Reportagem NOS Alive 2023
Ao longo de 15 anos que ‘Alive’ e ‘julho’ andam de mãos dadas. Depois de mais uma moedinha, mais uma voltinha e julho de 2023 não foi diferente, com o festival de Algés a assinar mais uma edição de sucesso. Este ano, os Red Hot Chilli Peppers, os Arctic Monkeys e Sam Smith foram as principais atrações, mas grandes concertos não faltaram pelo Passeio Marítimo de Algés. E começaram logo no 6 de julho.
Não foi preciso julgar pelas milhentas t-shirts alusivas à banda para perceber qual era o principal ponto de interesse do 6 de julho. Aliás, era claro como a água: o Passeio Marítimo de Algés encheu-se para ver os Red Hot Chilli Peppers. Mas por mais palpável que fosse a antecipação que pairava pelo ar, a emblemática banda da Califórnia apenas viria a pisar o palco principal a partir das 23h, e até lá, o cardápio do NOS Alive foi versátil e deu para todos os gostos.
Para começar, e isto na altura em que mais se sentia o intenso sol de julho, os Men I Trust juntaram um vasto aglomerado de curiosos pela sombra do Palco Heineken, acalmando os ânimos com o seu melodioso dream pop. Por sua vez, e num registo bem mais pesado, os Puscifer, recente projeto de Maynard James Keenan, voz dos Tool, subiram a parada com o seu pós-punk endiabrado, mas o lusco-fusco que já se ia registando em Algés, a par de um claro desinteresse por parte da grande moldura humana que já se registava em frente ao Palco NOS, levaram a que fosse um concerto (quase) para cumprir calendário.
Coube a Jacob Collier ser uma das grandes surpresas do NOS Alive. Passando das câmaras do YouTube para os grandes palcos, o prodigioso britânico conseguiu contagiar a vasta multidão que se juntava no Palco Heineken com a sua energia vibrante e o seu jazz contemporâneo, receita que se revelou um sucesso. Saltando de instrumento em instrumento, do baixo à guitarra, passando pela percussão e não esquecendo o piano, este one-man show que agora se se faz acompanhar em formato de banda, arrancou os primeiros coros da noite ao som da “Somebody to Love” dos Queen, mas o principal momento do concerto seria a participação da ‘nossa’ MARO, que emprestou a voz a “Lua”.
O historial dos Black Keys, em Portugal, sempre se fez com sucesso. A sua última passagem por Portugal aconteceu precisamente por Algés, em 2014, gozando do estatuto de cabeça de cartaz. Desta feita, coube-lhes a tarefa de anteceder a Red Hot Chilli Pepers, algo que, a julgar pela carreira com mais de duas décadas, a par de um repertório repleto de êxitos, seria a receita para o sucesso. Porém, a teoria não poderia ter estado mais distante da prática, com os Black Keys a terem assinado um concerto bem aquém das expetativas.
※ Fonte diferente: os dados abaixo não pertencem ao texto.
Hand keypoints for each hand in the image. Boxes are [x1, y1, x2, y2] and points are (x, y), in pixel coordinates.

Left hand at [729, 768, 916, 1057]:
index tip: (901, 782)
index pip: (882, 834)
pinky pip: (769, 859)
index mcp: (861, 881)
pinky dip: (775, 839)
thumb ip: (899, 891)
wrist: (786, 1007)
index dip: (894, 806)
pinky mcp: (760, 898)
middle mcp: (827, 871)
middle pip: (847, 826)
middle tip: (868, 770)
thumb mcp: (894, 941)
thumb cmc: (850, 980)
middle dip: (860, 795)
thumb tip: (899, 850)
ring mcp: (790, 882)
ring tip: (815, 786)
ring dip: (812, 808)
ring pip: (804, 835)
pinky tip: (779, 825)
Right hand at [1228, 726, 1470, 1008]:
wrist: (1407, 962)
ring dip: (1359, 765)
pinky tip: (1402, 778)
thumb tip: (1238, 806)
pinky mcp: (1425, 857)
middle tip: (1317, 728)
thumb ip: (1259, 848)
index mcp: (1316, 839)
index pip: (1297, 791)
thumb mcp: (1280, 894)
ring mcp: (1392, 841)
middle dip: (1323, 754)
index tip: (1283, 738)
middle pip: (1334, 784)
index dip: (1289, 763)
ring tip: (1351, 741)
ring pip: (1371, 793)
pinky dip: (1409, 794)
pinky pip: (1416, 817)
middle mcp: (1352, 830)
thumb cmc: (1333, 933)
O concerto arrancou com a pujança que tanto caracteriza os Black Keys, com “I Got Mine”, “Your Touch” ou “Tighten Up” a encabeçarem um trio de ataque que tudo tinha para fazer golo. Contudo, registavam-se graves problemas de som, tornando quase impercetível toda e qualquer uma nota que tentasse passar para lá da régie, dificultando a tarefa a quem quisesse ouvir os muito temas de Dan Auerbach e Patrick Carney – tarefa extra difícil se já se tiver em consideração o barulhinho de fundo tão característico do Alive. E como consequência das anomalias sonoras, rapidamente se propagou um contagiante desinteresse por parte de um público que já só pensava em “Californication”, com nem “Next Girl” ou “Fever” a causarem mossa. Foi pena.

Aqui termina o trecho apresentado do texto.